Setting up a savings plan is something our advisers are regularly asked about. But where do you start if you’re a parent, grandparent, or family friend wanting to set up an investment plan for babies or young children? James Wright, Independent Financial Adviser, outlines the basics of some savings plans currently available.
Children’s savings accounts in a bank or building society
Minimum investment is usually £1 but varies considerably. It usually needs to be opened and operated by a parent or guardian (not the grandparent). Interest rates vary but regular (monthly) savings plans usually give a higher rate than one-off deposits, and the same may apply if the adult has a qualifying account with the same provider as the child. If parents give cash gifts to the child’s account and interest earned is greater than £100 p.a. this could be taxed on the parents.
Junior Cash ISAs (a JISA)
Usually £1 minimum investment but varies according to provider and account.

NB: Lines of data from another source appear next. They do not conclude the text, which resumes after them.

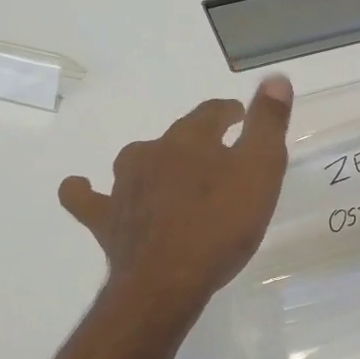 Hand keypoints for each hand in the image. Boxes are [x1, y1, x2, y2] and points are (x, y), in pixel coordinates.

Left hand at [59, 77, 293, 311]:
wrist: (167, 280)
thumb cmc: (222, 224)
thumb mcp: (261, 170)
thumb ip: (268, 123)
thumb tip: (275, 78)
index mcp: (192, 138)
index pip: (212, 112)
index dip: (229, 112)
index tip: (240, 117)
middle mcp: (153, 151)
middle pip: (177, 136)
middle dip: (197, 141)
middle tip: (217, 158)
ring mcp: (124, 185)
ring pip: (138, 160)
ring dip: (154, 163)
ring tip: (170, 178)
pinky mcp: (105, 218)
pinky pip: (85, 197)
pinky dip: (85, 191)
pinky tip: (84, 189)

Maximum investment £4,260 per annum and relatives can contribute to a JISA on top of their own £20,000 ISA limit. Rates of interest are normally higher than a bank or building society account, but they vary considerably. Account usually needs to be opened and looked after by a parent or guardian, ie not the grandparent. The savings are free from Income Tax and the child can withdraw their cash after they are 18, after which time the cash remains tax free. A child can have only one JISA.
Junior Stocks and Shares ISA
Similar to a JISA (above) but requires a monthly minimum investment of at least £25. Growth is dependent on the funds selected – can be high or low risk. Funds are free from Income Tax and Capital Gains Tax. The account needs to be opened and looked after by a parent or guardian.
The minimum value that can be bought is currently £100, but this will change to £25 from April, as will the range of adult friends and relations who can buy Premium Bonds on behalf of a child. No interest is earned, the value of the bond remains static for as long as it is held. There is no tax due on any winnings, and the parent or guardian must look after the account until the child turns 16.
Suitable for investing larger sums for an individual: a typical initial outlay is over £50,000. One or more trustees are legally responsible for protecting and investing funds appropriately for beneficiaries (such as children). Growth will depend on the investment funds chosen, and access will be dependent on the terms of the trust or can be at the trustees’ discretion. Setup fees will be incurred, and probably other fees as additional advice is needed. Seeking independent financial advice is strongly recommended.
These can be set up for as little as £20 per month, to a maximum of £2,880 (net) per year. Like adult pensions, a child’s pension is eligible for 20% tax relief, so if a parent or grandparent pays in £2,880 each year the government will top it up to £3,600. Like all pensions, it cannot be accessed until at least 55, by which time it will hopefully have matured to a sizeable sum!